OK, so it was only in its mid-30s then, but it was still a very second-hand car that in its first ownership in the 1920s had travelled weekly the 250 miles from Blackpool to Covent Garden in London and returned with its tonneau laden with fruit and veg for the shop of its greengrocer owner – no wonder the rear spring mounts were a trifle tired!
I’d bought the car through a small ad in the weekly Exchange & Mart – there were no specialist old car dealers then – from two students in North London and since I hadn’t yet passed my driving test, took a friend who had when I went to collect it. While the car lacked an offside front wing and the hood was falling apart, it did come with a pile of spares in the tonneau almost big enough to build another car.
The journey went well for the first five miles or so, when it began to rain. The wiper blade described two complete circles and dropped off into the road. We pushed the windscreen open and continued. Two miles further, the engine coughed and died. We tried for hours to make it run, then gave up, and left the car on a garage forecourt for the night.
The next day the trouble was diagnosed as water in the petrol. The tank was drained and refilled, and we set off again. Once safely home, I rebuilt the Clyno, initially in the street. A 200-year-old firm of coachbuilders made a new front wing, new seats were made, the body was painted royal blue, and the car was ready for the road.
I learned to drive on that Clyno, and was probably one of the last people to have passed the test in a car with central throttle, right-hand gear and brake levers and a crash gearbox. My first test I muffed, the second was sadly postponed due to a combination of torrential rain, no hood and the magneto falling off… but on the third time I passed.

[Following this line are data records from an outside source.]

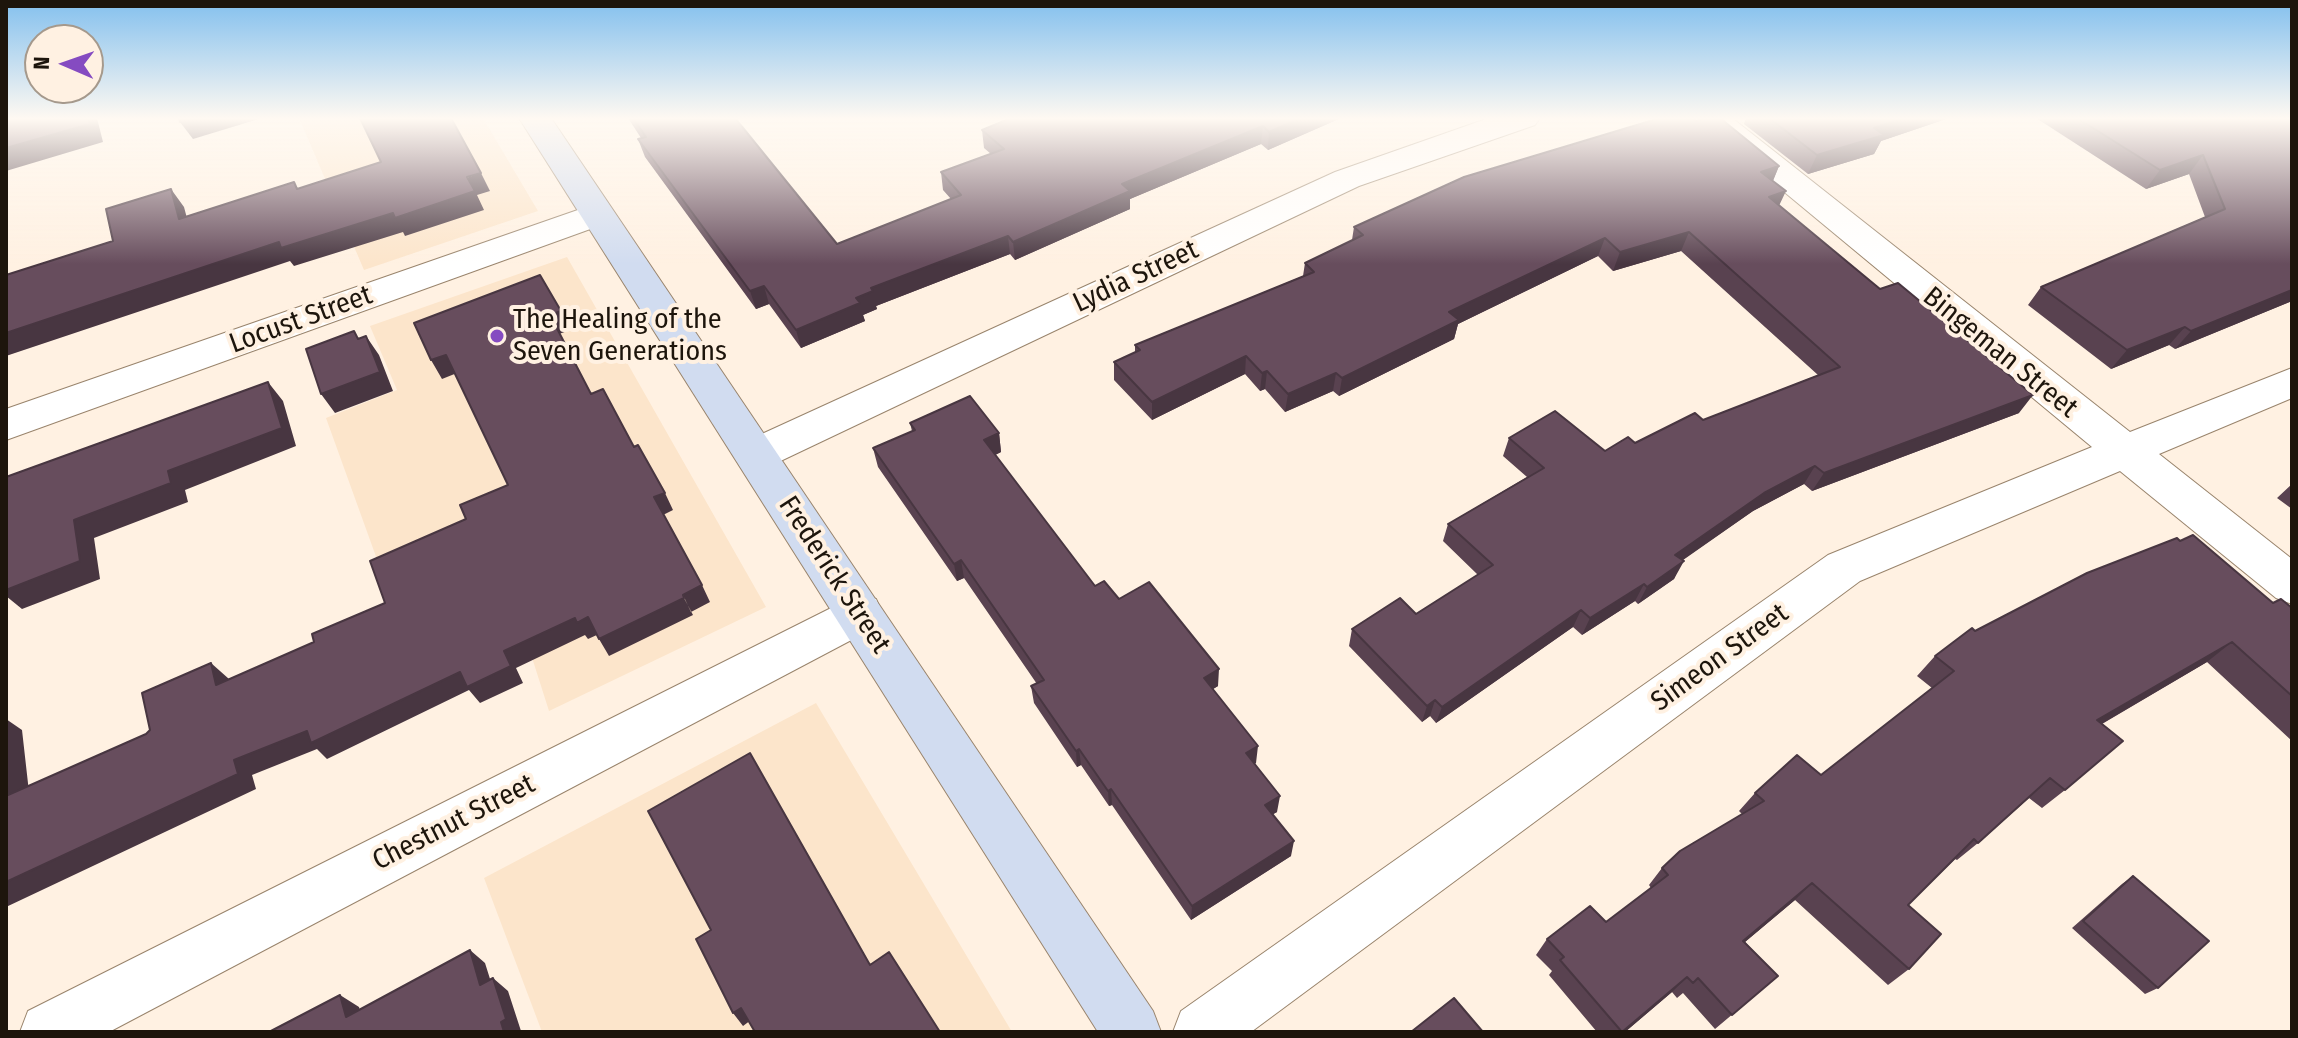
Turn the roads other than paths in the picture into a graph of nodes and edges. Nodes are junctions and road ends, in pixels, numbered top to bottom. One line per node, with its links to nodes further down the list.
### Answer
1 (565, 166): 4 (main road, Frederick Street)
2 (1381, 166): 8 (street, Lydia Street)
3 (1771, 166): 7 (street, Bingeman Street)
4 (595, 215): 6 (street, Locust Street); 8 (main road, Frederick Street)
5 (2292, 382): 7 (street, Simeon Street)
6 (6, 425)
7 (2124, 452): 9 (street, Bingeman Street); 13 (street, Simeon Street)
8 (755, 455): 10 (main road, Frederick Street)
9 (2292, 585)
10 (859, 613): 11 (street, Chestnut Street); 12 (main road, Frederick Street)
11 (49, 1032)
12 (1132, 1032)
13 (1202, 1032)

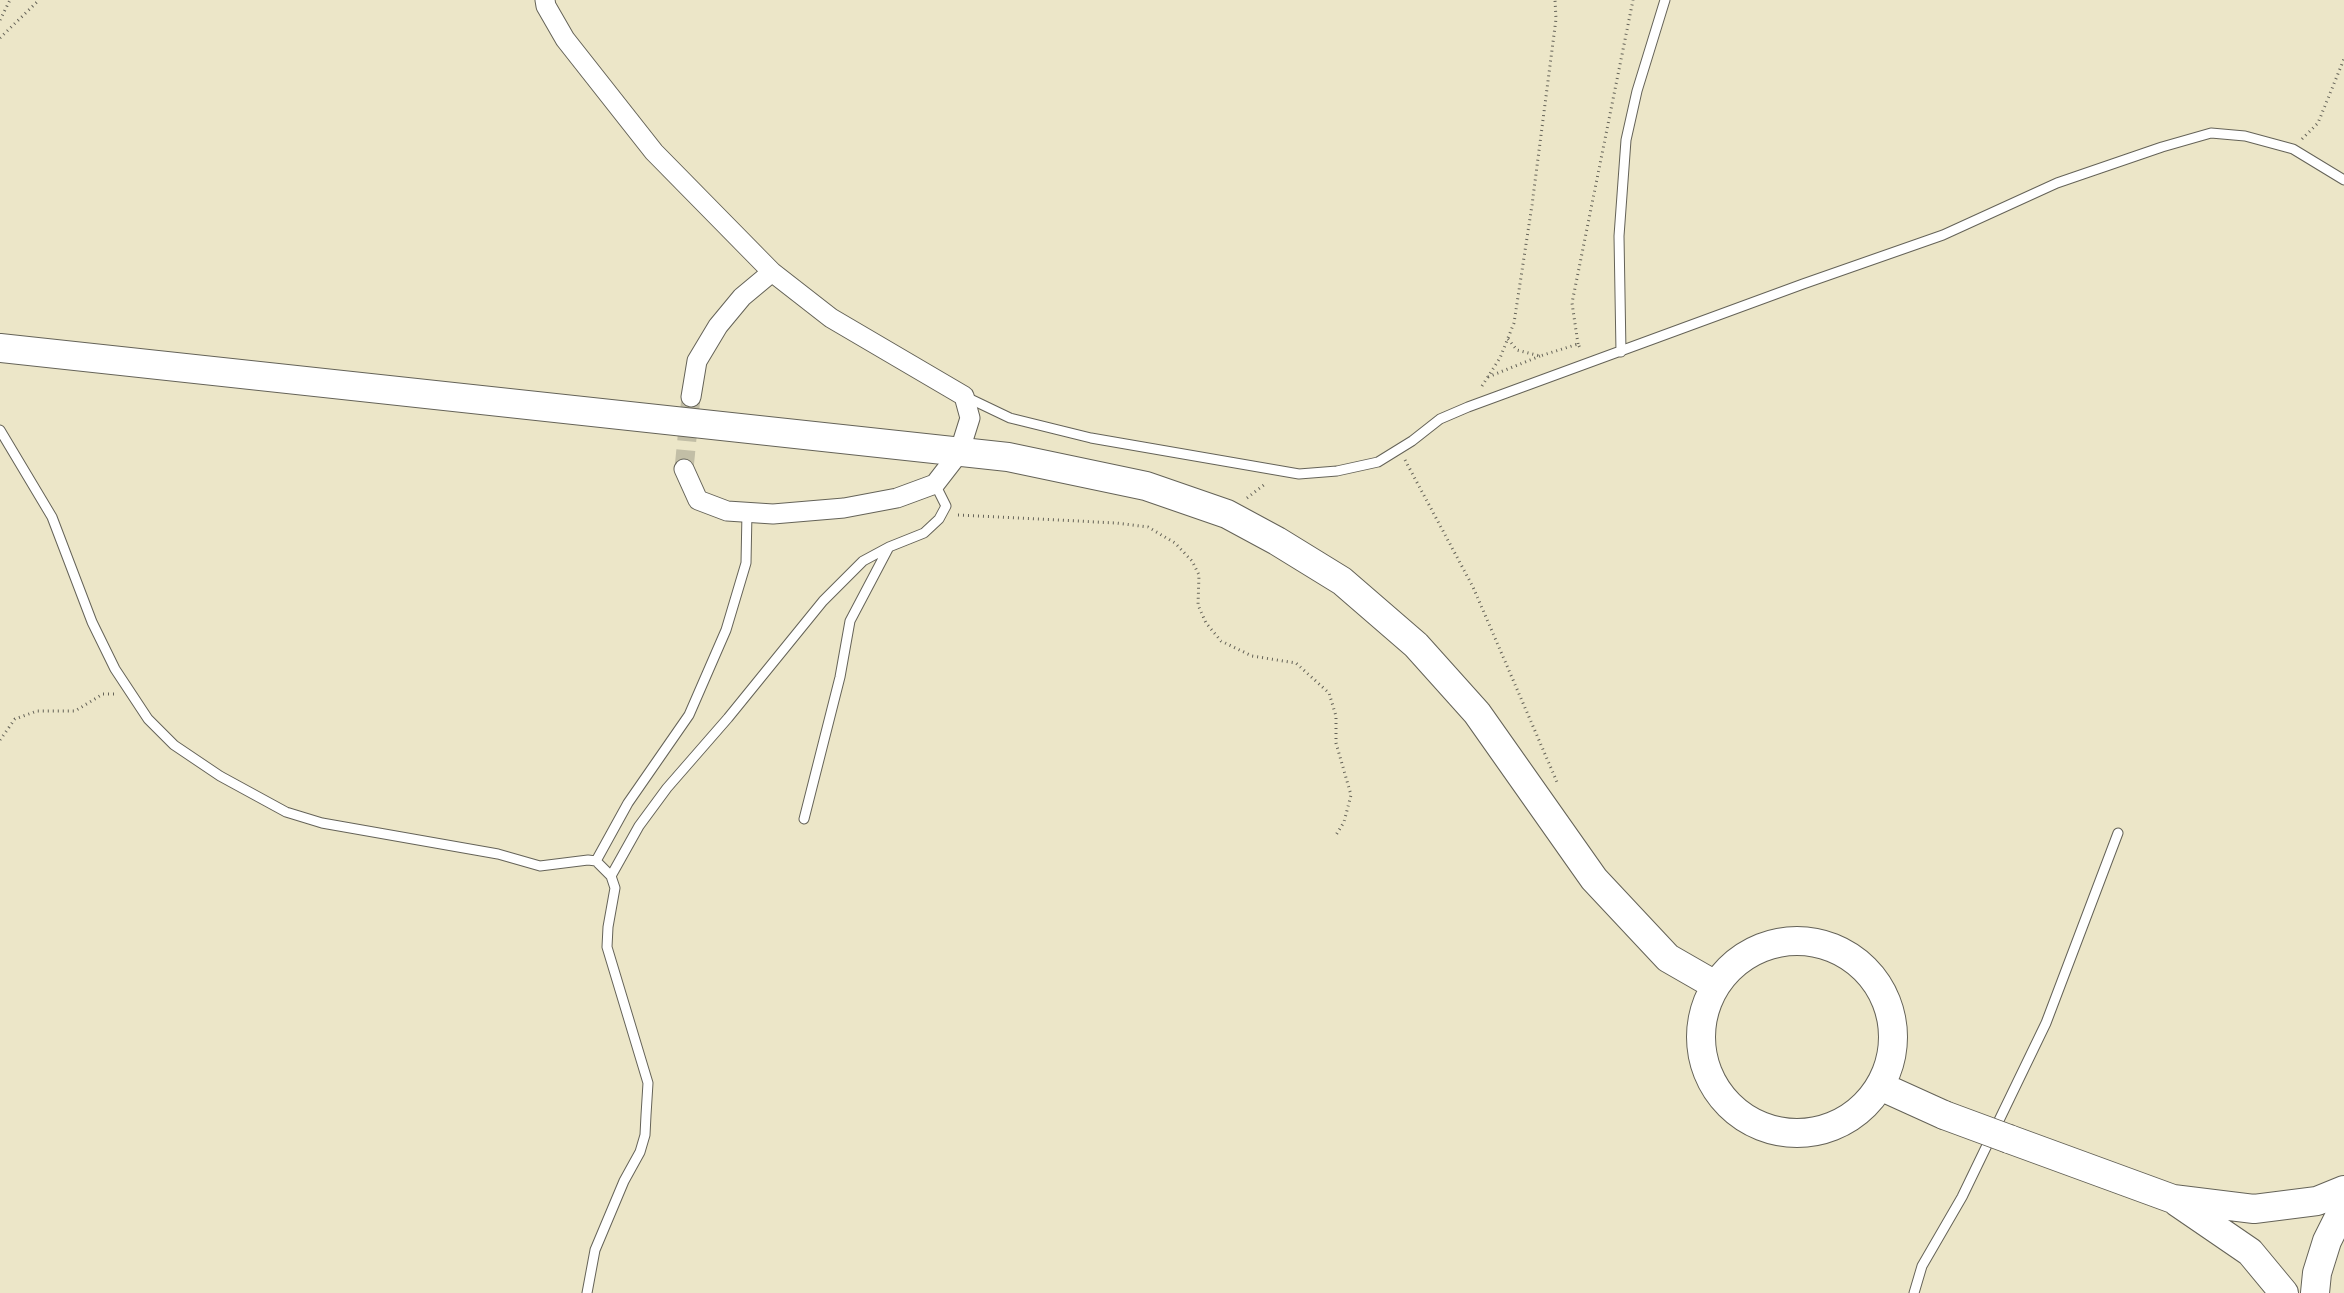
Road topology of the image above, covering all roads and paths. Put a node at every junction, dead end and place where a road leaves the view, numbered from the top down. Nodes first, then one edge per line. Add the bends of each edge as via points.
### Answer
1 (10, 0) edge
2 (39, 0) edge
3 (545, 0) edge
4 (1555, 0) edge
5 (1633, 0) edge
6 (1665, 0) edge
7 (0, 20) edge
8 (0, 38) edge
9 (2344, 59) edge
10 (2293, 148) junction
11 (2344, 180) edge
12 (772, 272) junction
13 (1508, 339) junction
14 (1578, 344) junction
15 (0, 348) edge
16 (1621, 352) junction
17 (1540, 356) junction
18 (1588, 364) junction
19 (1487, 377) junction
20 (964, 396) junction
21 (692, 397) tunnel mouth
22 (1468, 407) junction
23 (0, 430) edge
24 (1399, 449) junction
25 (959, 453) junction
26 (684, 469) tunnel mouth
27 (1281, 471) junction
28 (934, 484) junction
29 (747, 512) junction
30 (942, 514) junction
31 (1227, 514) junction
32 (890, 547) junction
33 (130, 694) junction
34 (0, 740) edge
35 (1559, 789) dead end
36 (804, 819) dead end
37 (2118, 833) dead end
38 (1336, 835) dead end
39 (596, 861) junction
40 (611, 876) junction
41 (1715, 985) junction
42 (1880, 1086) junction
43 (2344, 1190) edge
44 (2173, 1199) junction
45 (2344, 1207) edge
46 (587, 1293) edge
47 (1914, 1293) edge
48 (2284, 1293) edge
49 (2315, 1293) edge

1 - 7 path
2 - 8 path
3 - 12 street via 565,39 654,152
4 - 13 path via 1556,19 1530,223 1514,323
5 - 14 path via 1572,303
6 - 16 lane via 1637,91 1626,140 1619,236
9 - 10 path via 2318,123
10 - 11 lane
10 - 16 lane via 2245,136 2211,133 2058,183 1942,235
12 - 20 street via 832,318
12 - 21 street via 742,297 718,326 696,361
13 - 17 path via 1517,350
13 - 19 path
14 - 17 path
14 - 18 path
15 - 25 highway
16 - 18 lane
17 - 19 path
18 - 22 lane
19 - 22 path
20 - 25 street via 970,418
20 - 27 lane via 1010,418 1091,438
22 - 24 lane via 1440,419
23 - 33 lane via 52,517 92,622
24 - 27 lane via 1378,462 1337,471 1299,474
24 - 35 path via 1473,586
25 - 28 street
25 - 31 highway via 1008,457 1146,486
26 - 29 street via 698,500 727,511
27 - 31 path
28 - 29 street via 897,498 844,508 773,514
28 - 30 lane via 946,506
29 - 39 lane via 746,563 723,639 690,715 628,803
30 - 32 lane via 924,533
30 - 38 path via 1116,523 1148,527 1175,543 1192,560 1198,575 1198,605 1206,623 1221,641 1252,656 1296,663 1329,693 1336,716 1336,743 1351,796 1344,822
31 - 41 highway via 1278,540 1342,581 1416,645 1477,713 1594,879 1668,958
32 - 36 lane via 850,620 840,677
32 - 40 lane via 863,561 823,601 667,788 639,826
33 - 34 path via 103,694 75,711 37,711 15,718
33 - 39 lane via 148,719 174,745 220,776 286,812 322,823 498,854 540,866
37 - 47 lane via 2046,1023 1962,1197 1922,1266
39 - 40 lane
40 - 46 lane via 615,888 607,947 648,1083 646,1122 640,1152 595,1250
41 - 42 highway via 1736,960 1765,945 1797,939 1828,945 1857,960 1879,984 1892,1014 1894,1047
41 - 42 highway via 1702,1014 1700,1045 1708,1076 1726,1102 1750,1122 1780,1132 1812,1133 1842,1123 1867,1104
42 - 44 highway, bridge via 1944,1115
43 - 44 highway via 2317,1201 2254,1209
44 - 48 highway via 2250,1252
45 - 49 highway via 2326,1241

The Clyno was my only car for eight years and covered over 50,000 miles in my ownership, but only failed to get me home once, when the magneto disintegrated spectacularly. It did cause the odd delay: in 1967, after it put a rod through the side in Southampton, I stripped the engine by the roadside and drove home on three cylinders, while in 1970 I rebuilt the back axle on the side of a country road when the pinion stripped a tooth. (I had a spare under the back seat…). Happy days!